By Ozan Ceyhun, Daily Sabah
Apparently being an EU member does not prevent breaching EU values as the latest statements of Austria and the Netherlands have proven. I am sure several other countries will also jump on the value-breaching wagon soon. I truly wonder if they actually have a full understanding of the democratic process.
Whereas election propaganda is free for the Italians, Spanish, French, Swiss and Greeks who live in Austria and the Netherlands, it is prohibited for Turks, though the right to vote is a fundamental privilege. Austria is one of the worst EU countries in regard to foreign rights and it is more than natural for citizens of other countries who live in Austria to cast ballots for elections in their mother countries as Austria does not grant citizenship to all the foreign population living in its borders. The people who vote, of course, have the right to obtain information. As a matter of fact, informing the electorate is of vital importance in the conditions set by the Austrian constitution and laws. The electorate is required to listen to candidate parties to make well-informed decisions.
However, Austria and the Netherlands deprive people of this fundamental right despite collecting taxes from them each year. This practice goes against democracy and EU values.
Why do Austria, the Netherlands and several other EU countries seem afraid of the Turkish electorate's right to vote? The Turkish electorate is free to choose any party they deem worthy.
Furthermore, the anti-Turkish sentiments and statements leveled at the ruling Justice and Development Party (AK Party) and Turkish President Recep Tayyip Erdoğan circulating Austria and the Netherlands prompt the Turkish electorate to vote for Erdoğan. Despite the vain efforts of these countries, the electorate will choose Erdoğan for president on June 24, 2018 since the game being played with Turkey has sickened Turkish voters.
Turkey decided to hold early elections on June 24, and the Turkish population seems content with this decision since the presidential system set to be introduced with the 2016 constitutional amendment referendum needs to be implemented as soon as possible as the country currently needs the new system.
In the new system, the president will serve five-year terms in office and will be authorized to start a new period for Turkey as of June 29, 2018. This will help the country take more concrete and healthy steps in many areas, including economy, societal peace, security, defense policies and foreign policy.
However, for some reason, the countries mentioned above do not want Turkey to be a stable country, although they claim the contrary. They are unsettled by a stronger, more stable Turkey. The prime ministers of Austria and the Netherlands have made their feelings clear in their latest remarks.

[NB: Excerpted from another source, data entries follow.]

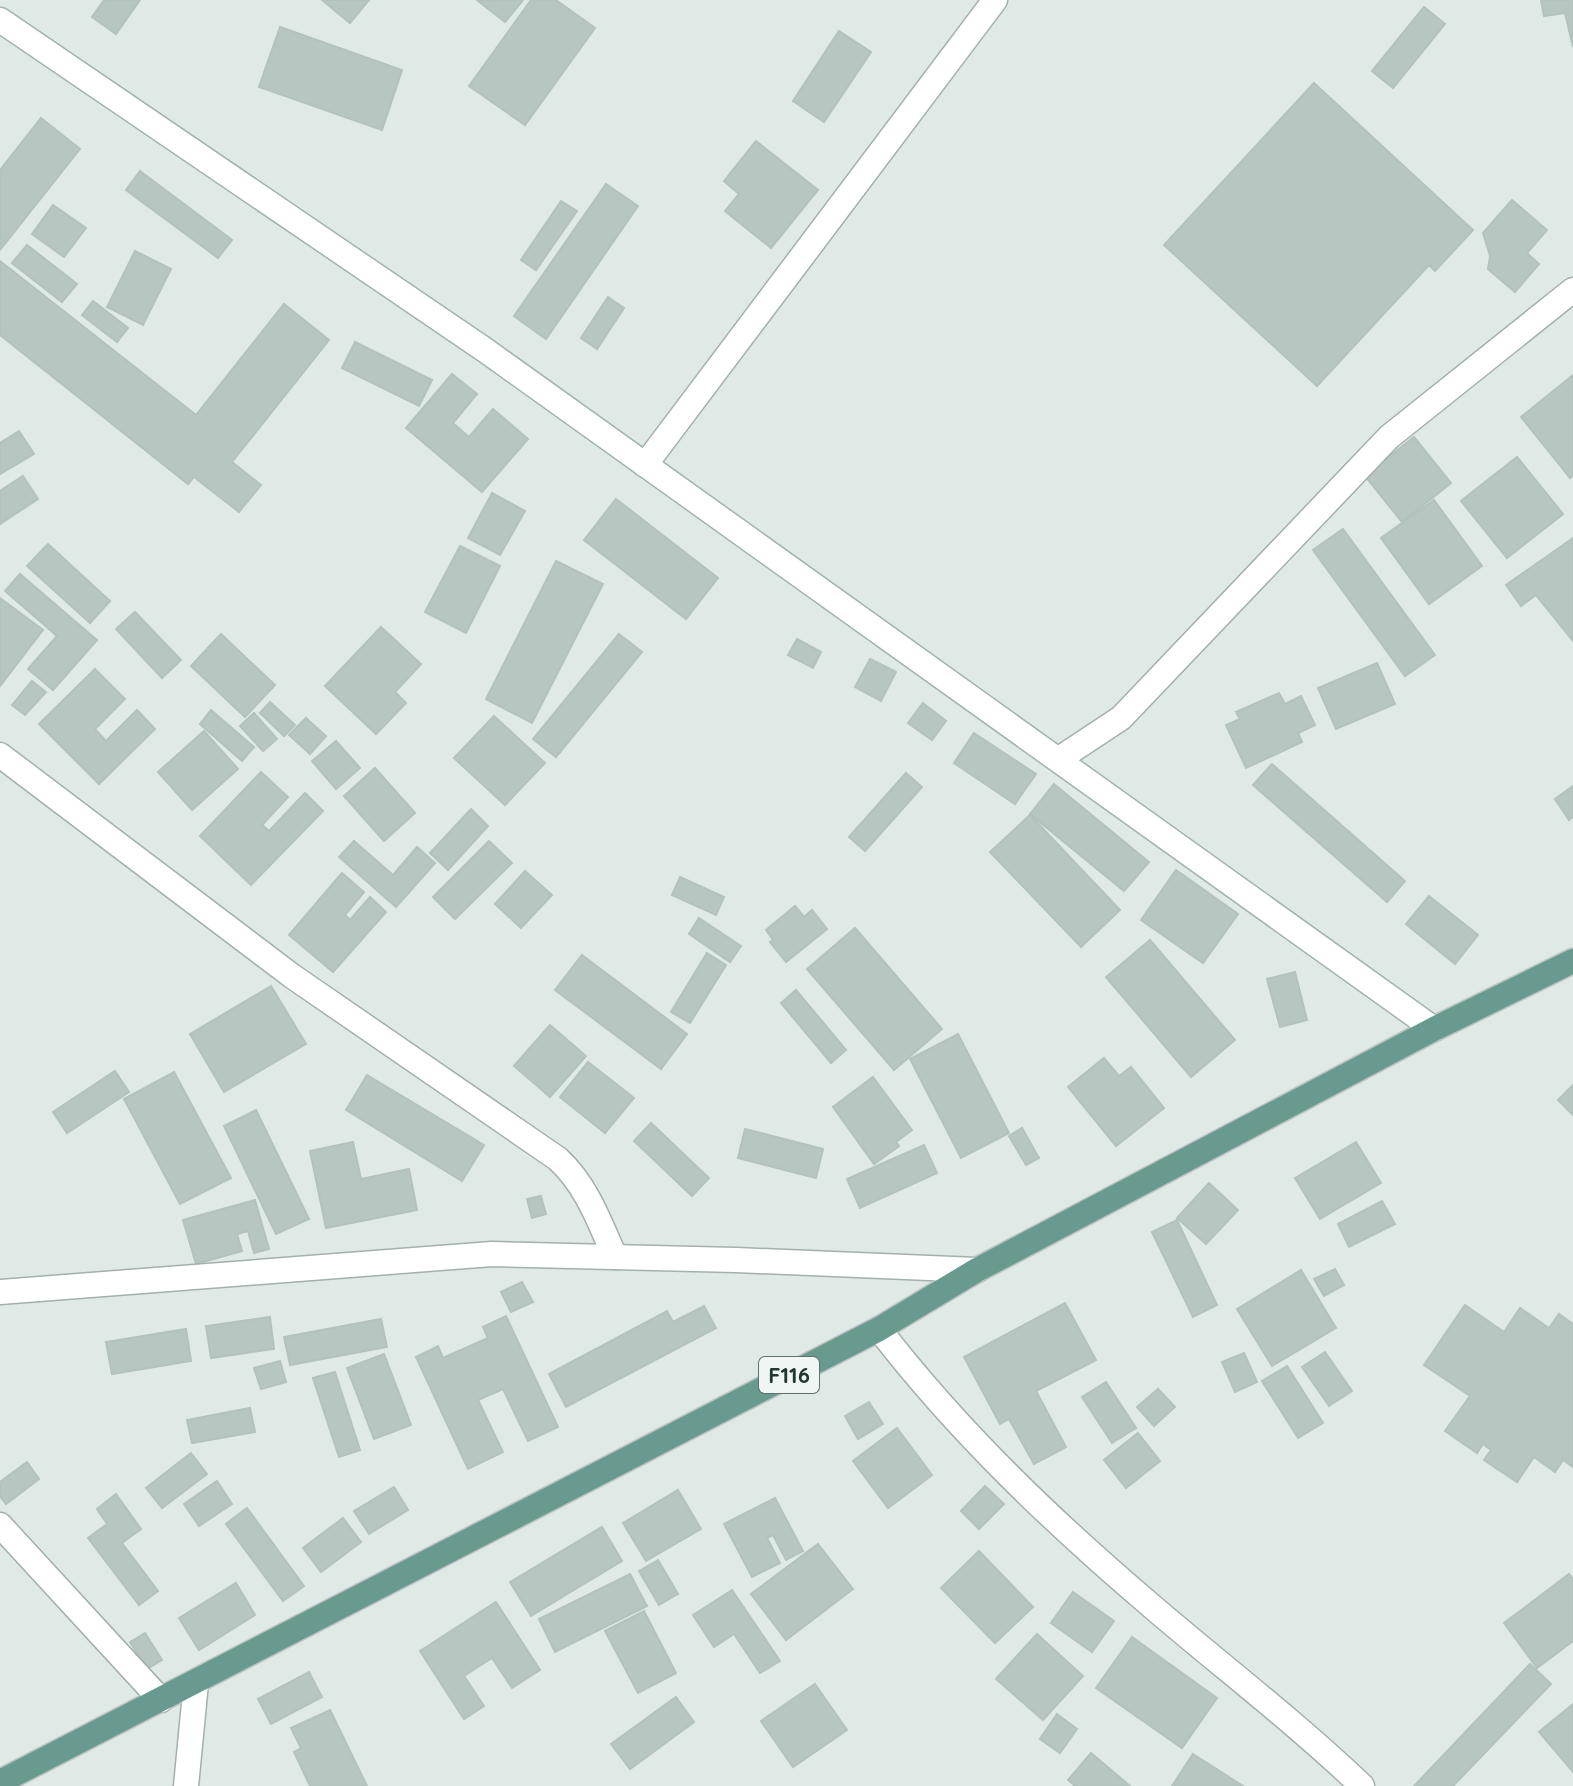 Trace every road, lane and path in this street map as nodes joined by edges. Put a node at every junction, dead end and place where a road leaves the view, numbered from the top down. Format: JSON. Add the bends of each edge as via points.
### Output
{"nodes":[{"id":1,"x":995,"y":0,"type":"edge"},
{"id":2,"x":0,"y":20,"type":"edge"},
{"id":3,"x":1573,"y":290,"type":"edge"},
{"id":4,"x":645,"y":465,"type":"junction"},
{"id":5,"x":0,"y":755,"type":"edge"},
{"id":6,"x":1059,"y":759,"type":"junction"},
{"id":7,"x":1573,"y":961,"type":"edge"},
{"id":8,"x":1434,"y":1029,"type":"junction"},
{"id":9,"x":615,"y":1257,"type":"junction"},
{"id":10,"x":977,"y":1270,"type":"junction"},
{"id":11,"x":0,"y":1292,"type":"edge"},
{"id":12,"x":879,"y":1329,"type":"junction"},
{"id":13,"x":0,"y":1525,"type":"edge"},
{"id":14,"x":196,"y":1683,"type":"junction"},
{"id":15,"x":161,"y":1700,"type":"junction"},
{"id":16,"x":0,"y":1782,"type":"edge"},
{"id":17,"x":186,"y":1786,"type":"edge"},
{"id":18,"x":1362,"y":1786,"type":"edge"}],
"edges":[{"from":1,"to":4,"type":"street"},
{"from":2,"to":4,"type":"street"},
{"from":3,"to":6,"type":"street","via":[[1389,437],[1121,718]]},
{"from":4,"to":6,"type":"street"},
{"from":5,"to":9,"type":"street","via":[[292,976],[558,1159],[586,1192]]},
{"from":6,"to":8,"type":"street"},
{"from":7,"to":8,"type":"main road","number":"F116"},
{"from":8,"to":10,"type":"main road","number":"F116"},
{"from":9,"to":10,"type":"street"},
{"from":9,"to":11,"type":"street","via":[[492,1254]]},
{"from":10,"to":12,"type":"main road","number":"F116"},
{"from":12,"to":14,"type":"main road","number":"F116"},
{"from":12,"to":18,"type":"street","via":[[926,1388],[1011,1477]]},
{"from":13,"to":15,"type":"street"},
{"from":14,"to":15,"type":"main road","number":"F116"},
{"from":14,"to":17,"type":"street"},
{"from":15,"to":16,"type":"main road","number":"F116"}]}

For some EU countries, Erdoğan's determined stance and prioritization of Turkey's interests constitute a big problem. They prefer a mediocre president and Parliament in Turkey who will conform to their words. They want Turkey to dependent and weak, like Greece, succumbing to the pressures in the eastern Mediterranean region, the Balkans, the Middle East and the Caucasus.
To that end, they have not refrained from anti-democratic interventions with regard to the June 24 early elections. They are supporting their own candidate against Erdoğan in a ridiculous way. While directing all kinds of accusations at the Nationalist Movement Party (MHP) for allying with Erdoğan, these so-called watchdogs of democracy are not ashamed of supporting a former Interior Minister from the MHP.
Their sole purpose is to impede Erdoğan's victory. Those trying to hamper the democratic choice and the Turkish electorate's right to vote cannot say a single word to us regarding EU values.
On election day, they will once again see that their efforts were in vain.
On June 24, the Turkish electorate inside and outside the country will teach a democratic lesson to the naysayers, and democracy will once again triumph in Turkey.